IfcXML list-of-values serialization for string derived simple types

Open aothms opened this issue 3 years ago • 1 comments

As you're probably aware in IFC4 we introduced several shortcuts in the serialization of step-xml by means of the tagless list-of-values configuration option.

ifc2x3

	<xs:complexType name="IfcCartesianPoint">
		<xs:complexContent>
			<xs:extension base="ifc:IfcPoint">
				<xs:sequence>
					<xs:element name="Coordinates">
						<xs:complexType>
							<xs:sequence>
								<xs:element ref="ifc:IfcLengthMeasure" maxOccurs="3">

ifc4

	<xs:complexType name="IfcCartesianPoint">
		<xs:complexContent>
			<xs:extension base="ifc:IfcPoint">
				<xs:attribute name="Coordinates" use="optional">
					<xs:simpleType>
						<xs:restriction>
							<xs:simpleType>
								<xs:list itemType="ifc:IfcLengthMeasure"/>

Small difference in XSD, but big difference in XML because the xs:list here is merely a space delimited value of an attribute and xs:sequence would give you a full tag-decorated sequence of child nodes.

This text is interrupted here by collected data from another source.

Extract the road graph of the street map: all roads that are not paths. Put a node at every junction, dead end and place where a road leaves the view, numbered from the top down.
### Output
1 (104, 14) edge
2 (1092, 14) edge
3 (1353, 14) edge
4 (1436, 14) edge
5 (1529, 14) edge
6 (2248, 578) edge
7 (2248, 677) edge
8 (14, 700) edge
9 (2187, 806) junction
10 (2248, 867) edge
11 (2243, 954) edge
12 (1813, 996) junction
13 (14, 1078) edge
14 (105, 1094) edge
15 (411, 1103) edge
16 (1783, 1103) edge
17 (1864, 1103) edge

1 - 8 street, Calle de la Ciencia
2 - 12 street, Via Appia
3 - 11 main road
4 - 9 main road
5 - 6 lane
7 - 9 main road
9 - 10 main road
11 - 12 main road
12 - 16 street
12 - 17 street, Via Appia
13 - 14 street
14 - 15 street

I'm somewhat surprised though to see this also applied in string-based attributes such as MiddleNames on IfcPerson.

  <xs:attribute name="MiddleNames" use="optional">
	  <xs:simpleType>
		  <xs:restriction>
			  <xs:simpleType>
				  <xs:list itemType="ifc:IfcLabel"/>
			  </xs:simpleType>
		  </xs:restriction>
	  </xs:simpleType>
  </xs:attribute>

The part 28 text is of course a bit vague on this:

By definition, all representations of the data types BOOLEAN, INTEGER, LOGICAL, NUMBER, and REAL do not contain whitespace, and the XML list form – tokens separated by whitespace – is an unambiguous representation.

NOTE 2 When the base-type of the EXPRESS aggregation data type is STRING or BINARY, or a defined data type whose fundamental type is STRING or BINARY, 8.2.2.2 generally applies, but this subclause applies when specified by Table 3.

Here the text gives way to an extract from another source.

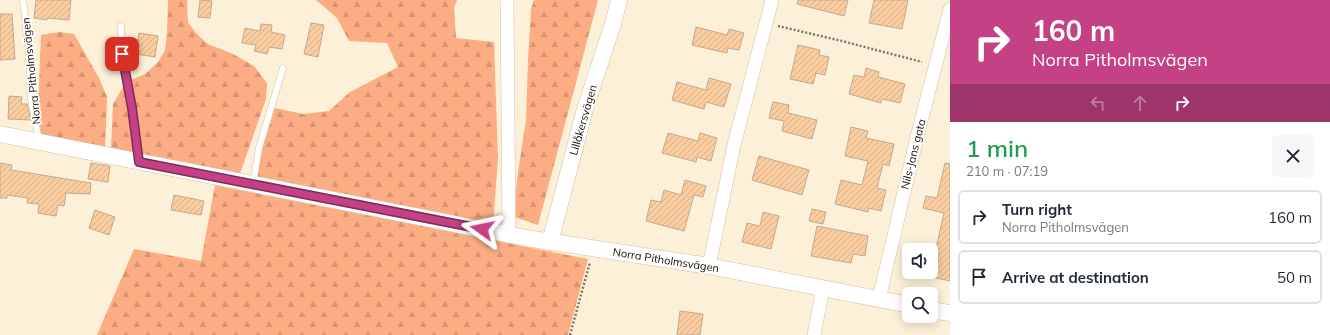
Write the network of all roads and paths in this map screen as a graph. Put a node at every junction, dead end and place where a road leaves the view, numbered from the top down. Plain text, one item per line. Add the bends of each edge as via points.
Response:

So my summary don't use this representation form on strings unless specified in Table 3. The note under Table 3 says:

NOTE 4 As specified in 10.2.8, tagless="true" shall not be specified unless the base-type is one of the following:

— a simple type as defined above, — a STRING data type whose values will not contain whitespace,

I didn't really understand when it is sufficiently established when a STRING data type will not contain whitespace. Maybe whitespace in a middle name is unlikely, but IfcLabel in itself will not prevent this so we end up with an ambiguous serialization.

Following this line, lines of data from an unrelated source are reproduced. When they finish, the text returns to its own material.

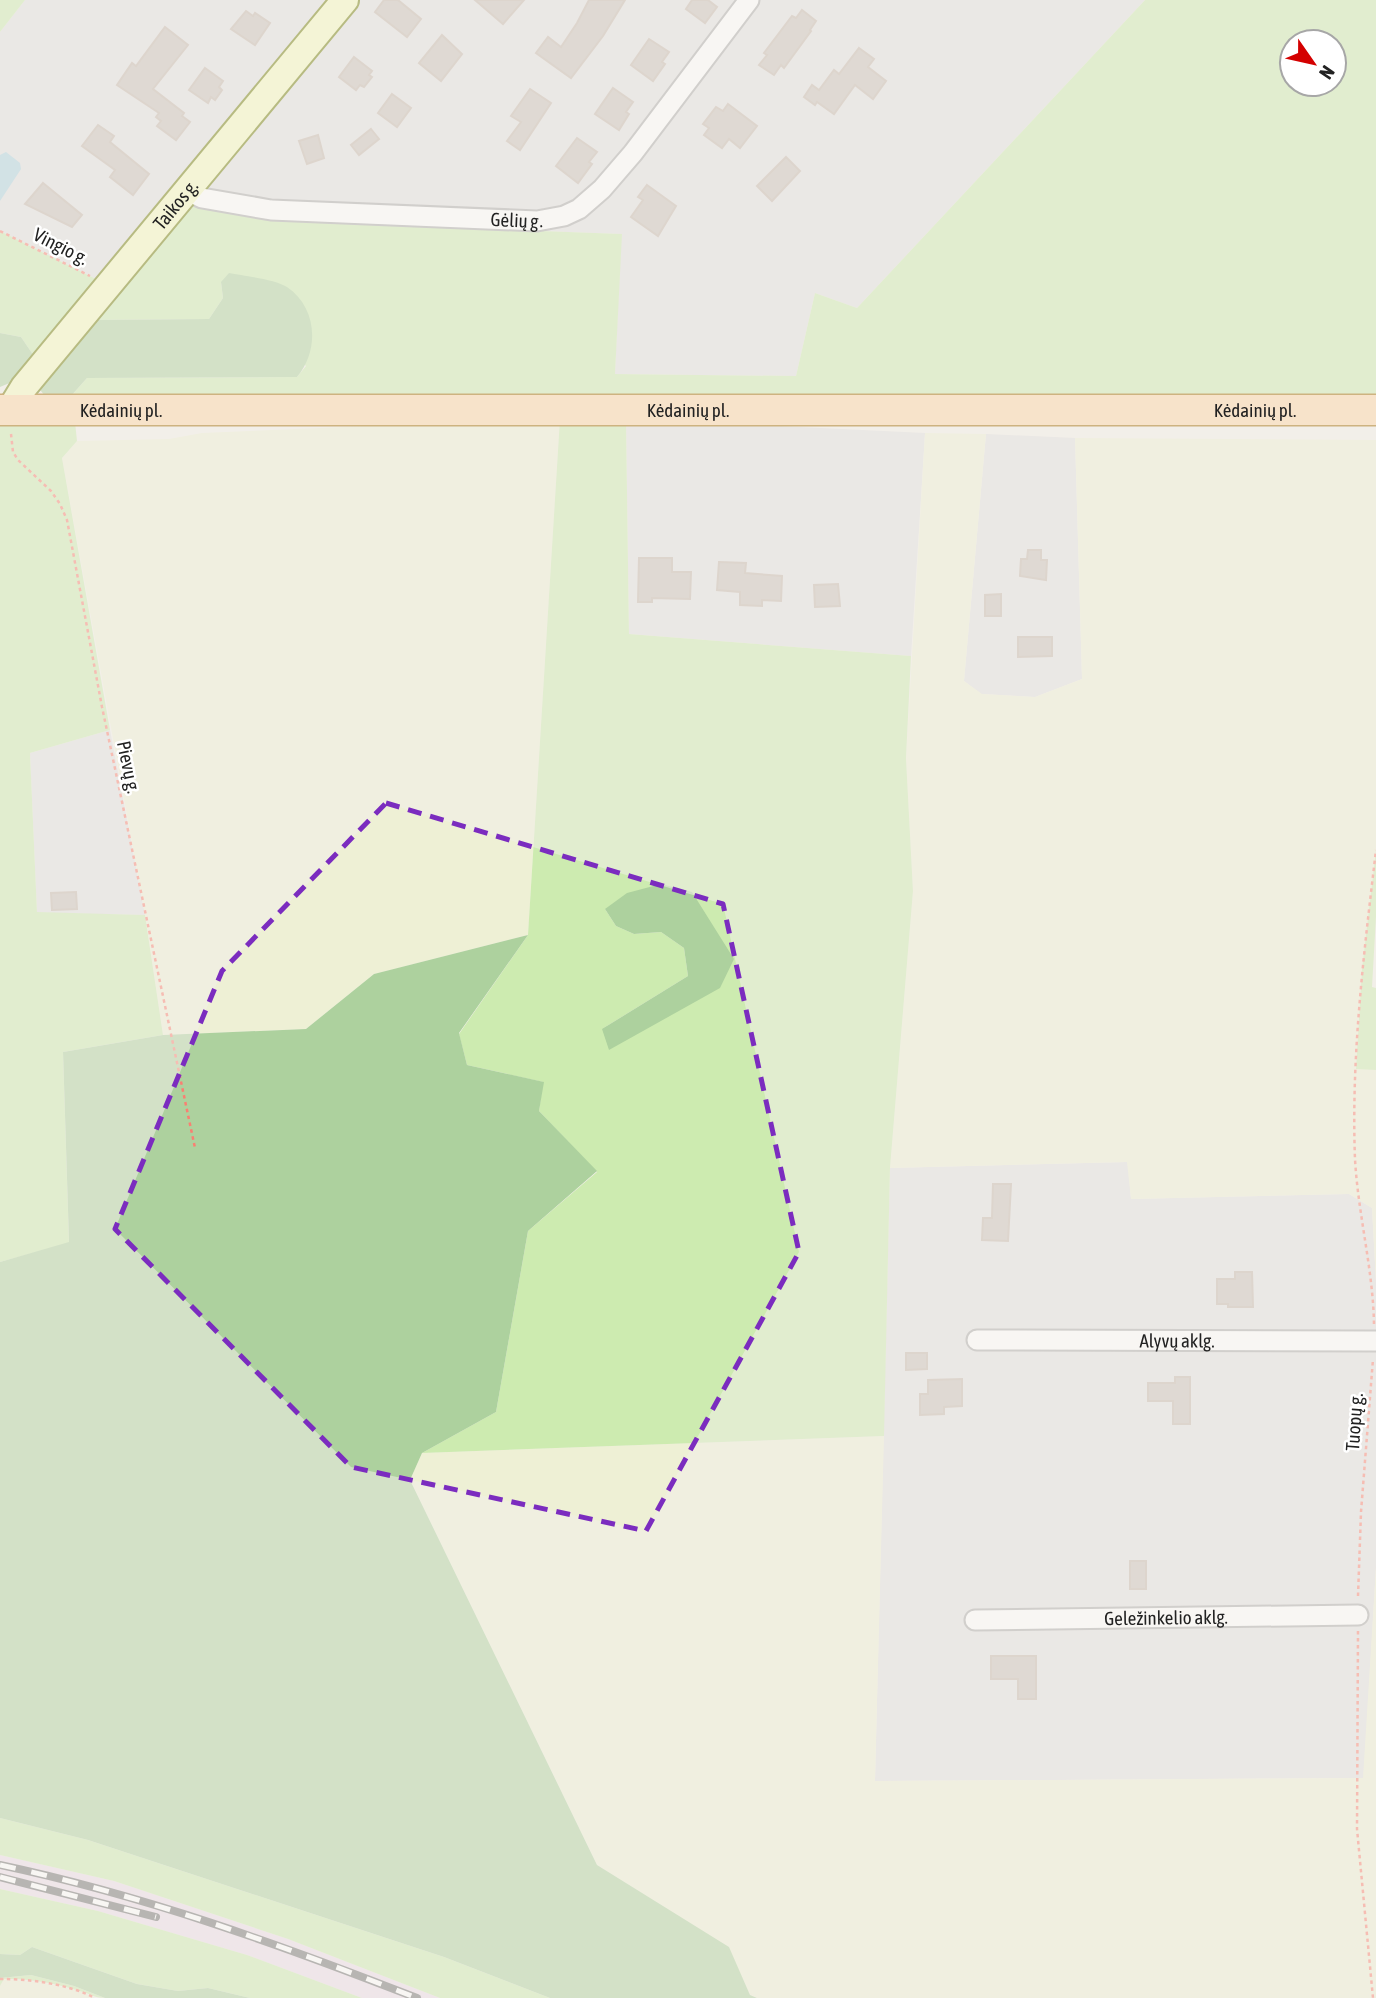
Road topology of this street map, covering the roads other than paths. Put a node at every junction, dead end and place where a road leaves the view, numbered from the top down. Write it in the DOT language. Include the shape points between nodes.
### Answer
graph roads {
  1 [pos="345,0"];
  2 [pos="749,0"];
  3 [pos="187,191"];
  4 [pos="5,410"];
  5 [pos="1376,410"];
  6 [pos="977,1340"];
  7 [pos="1375,1341"];
  8 [pos="1358,1615"];
  9 [pos="975,1620"];
  1 -- 3 [label="main road, Taikos g."];
  2 -- 3 [label="street, Gėlių g." via="603,189 564,216 537,221 271,210 202,198"];
  3 -- 4 [label="main road, Taikos g."];
  4 -- 5 [label="main road, Kėdainių pl."];
  6 -- 7 [label="street, Alyvų aklg."];
  8 -- 9 [label="street, Geležinkelio aklg."];
}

My proposal. Never use list-of-values on any string-based type. Not even IfcIdentifier.

aothms avatar Mar 26 '22 08:03 aothms

Related to this:

ENTITY IfcSurfaceTexture
    ...
    Parameter : OPTIONAL LIST [1:?] OF IfcIdentifier;
    ...
END_ENTITY;

ENTITY IfcClassification
    ...
    ReferenceTokens : OPTIONAL LIST [1:?] OF IfcIdentifier;
    ...
END_ENTITY;
<xs:attribute name="Parameter" use="optional">
	<xs:simpleType>
		<xs:restriction>
			<xs:simpleType>
				<xs:list itemType="ifc:IfcIdentifier"/>
			</xs:simpleType>
		</xs:restriction>
	</xs:simpleType>
</xs:attribute>

<xs:element name="ReferenceTokens" nillable="true" minOccurs="0">
<xs:complexType>
	<xs:sequence>
		<xs:element ref="ifc:IfcIdentifier-wrapper" maxOccurs="unbounded"/>
	</xs:sequence>
	<xs:attribute ref="ifc:itemType" fixed="ifc:IfcIdentifier-wrapper"/>
	<xs:attribute ref="ifc:cType" fixed="list"/>
	<xs:attribute ref="ifc:arraySize" use="optional"/>
</xs:complexType>
</xs:element>

I have here two Express attributes with an identical type. That end up as different encodings in the IFC4 XSD. Perhaps this is allowed. I didn't find the configuration settings that are used to derive the XSD from Express. But I consider this highly undesirable. Because this creates a strict dependency on the XSD (or configuration) for P28 authoring.

This issue is solved if we follow my proposal to never use list-of-values on any string-based type.

aothms avatar Mar 26 '22 13:03 aothms